PARTHENOGENESIS AND THE INHERITANCE OF COLOR PATTERNS IN THE GROUSE LOCUSTPARATETTIX TEXANUSHANCOCK

Abstract

1. There is indication of a genetic factor, or a group of complementary factors responsible for parthenogenesis in these grouse locusts. 2. The hypothesis of Peacock and Harrison (1925, 1926) that parthenogenesis is consequent upon hybridity is probably further supported if it be provided, as these authors did not, that it is necessary to bring together in the processes of hybridism the specific complementary, or climaxing genetic factors which may cause the development of unfertilized eggs. 3. The members of the species Paratettix texanus Hancock are bisexual, the fertilized eggs producing males and females in equal numbers, and parthenogenetic, the unfertilized eggs, with rare exceptions, hatching females. 4. A mated female may have part of her ova fertilized, and also produce from unfertilized ova, by parthenogenesis, an additional number of offspring which are nearly always females. 5. The segregation and crossing over of factors occur in individuals reproducing by parthenogenesis to the same extent as in those reproducing bisexually. 6. If fertilized, the egg proceeds with the second polocyte division and develops bisexually.

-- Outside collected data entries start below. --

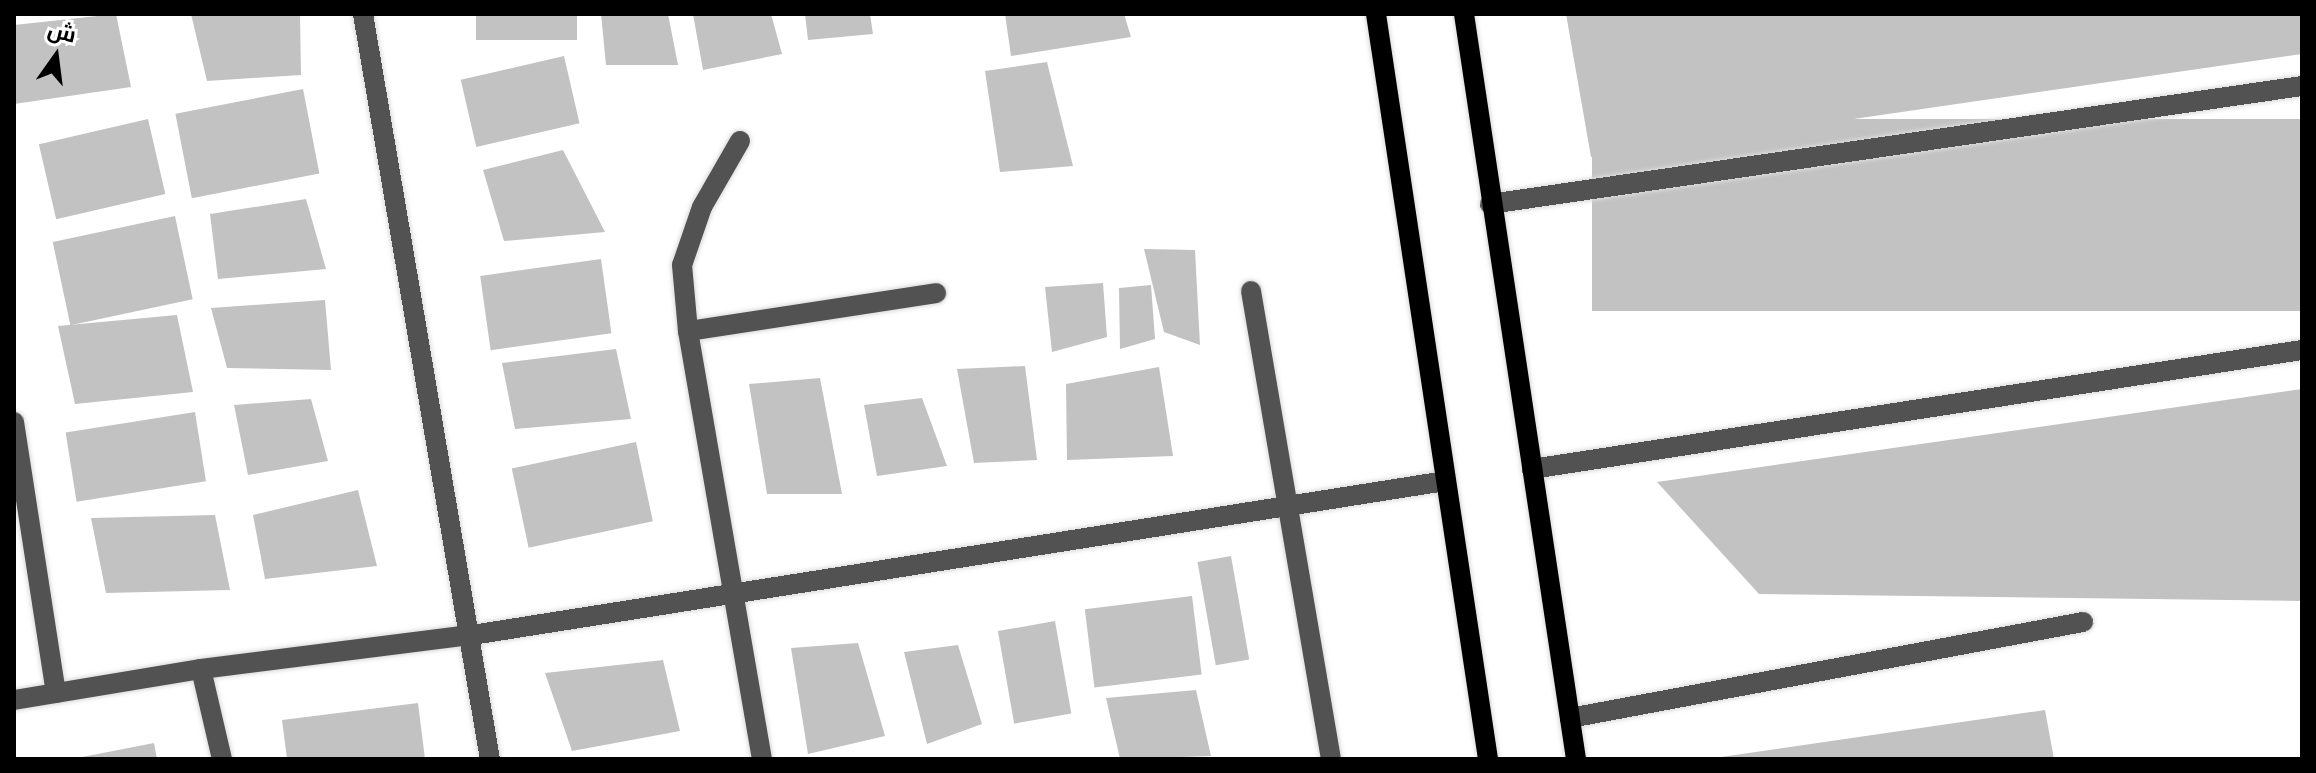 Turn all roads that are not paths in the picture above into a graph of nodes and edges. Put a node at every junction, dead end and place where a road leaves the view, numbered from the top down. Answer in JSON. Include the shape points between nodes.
{"nodes":[{"id":1,"x":363,"y":14,"type":"edge"},
{"id":2,"x":1376,"y":14,"type":"edge"},
{"id":3,"x":1464,"y":14,"type":"edge"},
{"id":4,"x":2302,"y":86,"type":"edge"},
{"id":5,"x":740,"y":141,"type":"dead end"},
{"id":6,"x":1490,"y":204,"type":"junction"},
{"id":7,"x":1251,"y":291,"type":"dead end"},
{"id":8,"x":936,"y":293,"type":"dead end"},
{"id":9,"x":688,"y":331,"type":"junction"},
{"id":10,"x":2302,"y":350,"type":"edge"},
{"id":11,"x":14,"y":422,"type":"edge"},
{"id":12,"x":1532,"y":469,"type":"junction"},
{"id":13,"x":1445,"y":481,"type":"junction"},
{"id":14,"x":1290,"y":505,"type":"junction"},
{"id":15,"x":735,"y":591,"type":"junction"},
{"id":16,"x":2083,"y":622,"type":"dead end"},
{"id":17,"x":472,"y":635,"type":"junction"},
{"id":18,"x":201,"y":669,"type":"junction"},
{"id":19,"x":56,"y":693,"type":"junction"},
{"id":20,"x":14,"y":700,"type":"edge"},
{"id":21,"x":1570,"y":718,"type":"junction"},
{"id":22,"x":222,"y":759,"type":"edge"},
{"id":23,"x":490,"y":759,"type":"edge"},
{"id":24,"x":762,"y":759,"type":"edge"},
{"id":25,"x":1331,"y":759,"type":"edge"},
{"id":26,"x":1488,"y":759,"type":"edge"},
{"id":27,"x":1576,"y":759,"type":"edge"}],
"edges":[{"from":1,"to":17,"type":"street"},
{"from":2,"to":13,"type":"main road"},
{"from":3,"to":6,"type":"main road"},
{"from":4,"to":6,"type":"street"},
{"from":5,"to":9,"type":"street","via":[[702,207],[682,265]]},
{"from":6,"to":12,"type":"main road"},
{"from":7,"to":14,"type":"street"},
{"from":8,"to":9,"type":"street"},
{"from":9,"to":15,"type":"street"},
{"from":10,"to":12,"type":"street"},
{"from":11,"to":19,"type":"street"},
{"from":12,"to":21,"type":"main road"},
{"from":13,"to":14,"type":"street"},
{"from":13,"to":26,"type":"main road"},
{"from":14,"to":15,"type":"street"},
{"from":14,"to":25,"type":"street"},
{"from":15,"to":17,"type":"street"},
{"from":15,"to":24,"type":"street"},
{"from":16,"to":21,"type":"street"},
{"from":17,"to":18,"type":"street"},
{"from":17,"to":23,"type":"street"},
{"from":18,"to":19,"type":"street"},
{"from":18,"to":22,"type":"street"},
{"from":19,"to":20,"type":"street"},
{"from":21,"to":27,"type":"main road"}]} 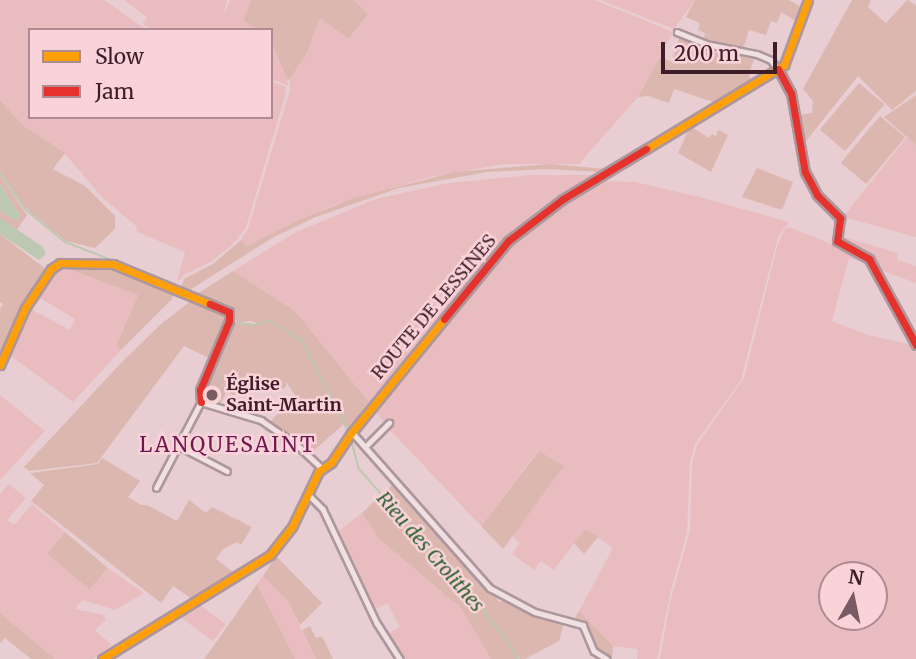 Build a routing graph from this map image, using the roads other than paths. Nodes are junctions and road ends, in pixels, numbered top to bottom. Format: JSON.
{"nodes":[{"id":1,"x":808,"y":0,"type":"edge"},
{"id":2,"x":677,"y":32,"type":"dead end"},
{"id":3,"x":778,"y":69,"type":"junction"},
{"id":4,"x":916,"y":345,"type":"edge"},
{"id":5,"x":0,"y":365,"type":"edge"},
{"id":6,"x":201,"y":402,"type":"junction"},
{"id":7,"x":389,"y":423,"type":"dead end"},
{"id":8,"x":352,"y":432,"type":"junction"},
{"id":9,"x":179,"y":446,"type":"junction"},
{"id":10,"x":365,"y":447,"type":"junction"},
{"id":11,"x":322,"y":468,"type":"junction"},
{"id":12,"x":227,"y":471,"type":"dead end"},
{"id":13,"x":156,"y":488,"type":"dead end"},
{"id":14,"x":309,"y":495,"type":"junction"},
{"id":15,"x":102,"y":659,"type":"edge"},
{"id":16,"x":400,"y":659,"type":"edge"},
{"id":17,"x":607,"y":659,"type":"edge"}],
"edges":[{"from":1,"to":3,"type":"main road"},
{"from":2,"to":3,"type":"street"},
{"from":3,"to":4,"type":"main road"},
{"from":3,"to":8,"type":"main road","name":"ROUTE DE LESSINES"},
{"from":5,"to":6,"type":"main road"},
{"from":6,"to":9,"type":"street"},
{"from":6,"to":11,"type":"street"},
{"from":7,"to":10,"type":"street"},
{"from":8,"to":10,"type":"street"},
{"from":8,"to":11,"type":"main road","name":"ROUTE DE LESSINES"},
{"from":9,"to":12,"type":"street"},
{"from":9,"to":13,"type":"street"},
{"from":10,"to":17,"type":"street"},
{"from":11,"to":14,"type":"main road","name":"ROUTE DE LESSINES"},
{"from":14,"to":15,"type":"main road","name":"ROUTE DE LESSINES"},
{"from":14,"to":16,"type":"street"}]}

In the absence of the fertilizing sperm the last polyocyte division does not occur, or if it does the polar body is not eliminated. If the specific complementary gene, or genes responsible for initiating parthenogenesis be present, diploidy is retained, or restored, and development may begin, consequentially as a kind of artificial parthenogenesis. 7. The progeny from unfertilized eggs are usually homozygous for all the factors they carry, though rarely one proves to be heterozygous for factors.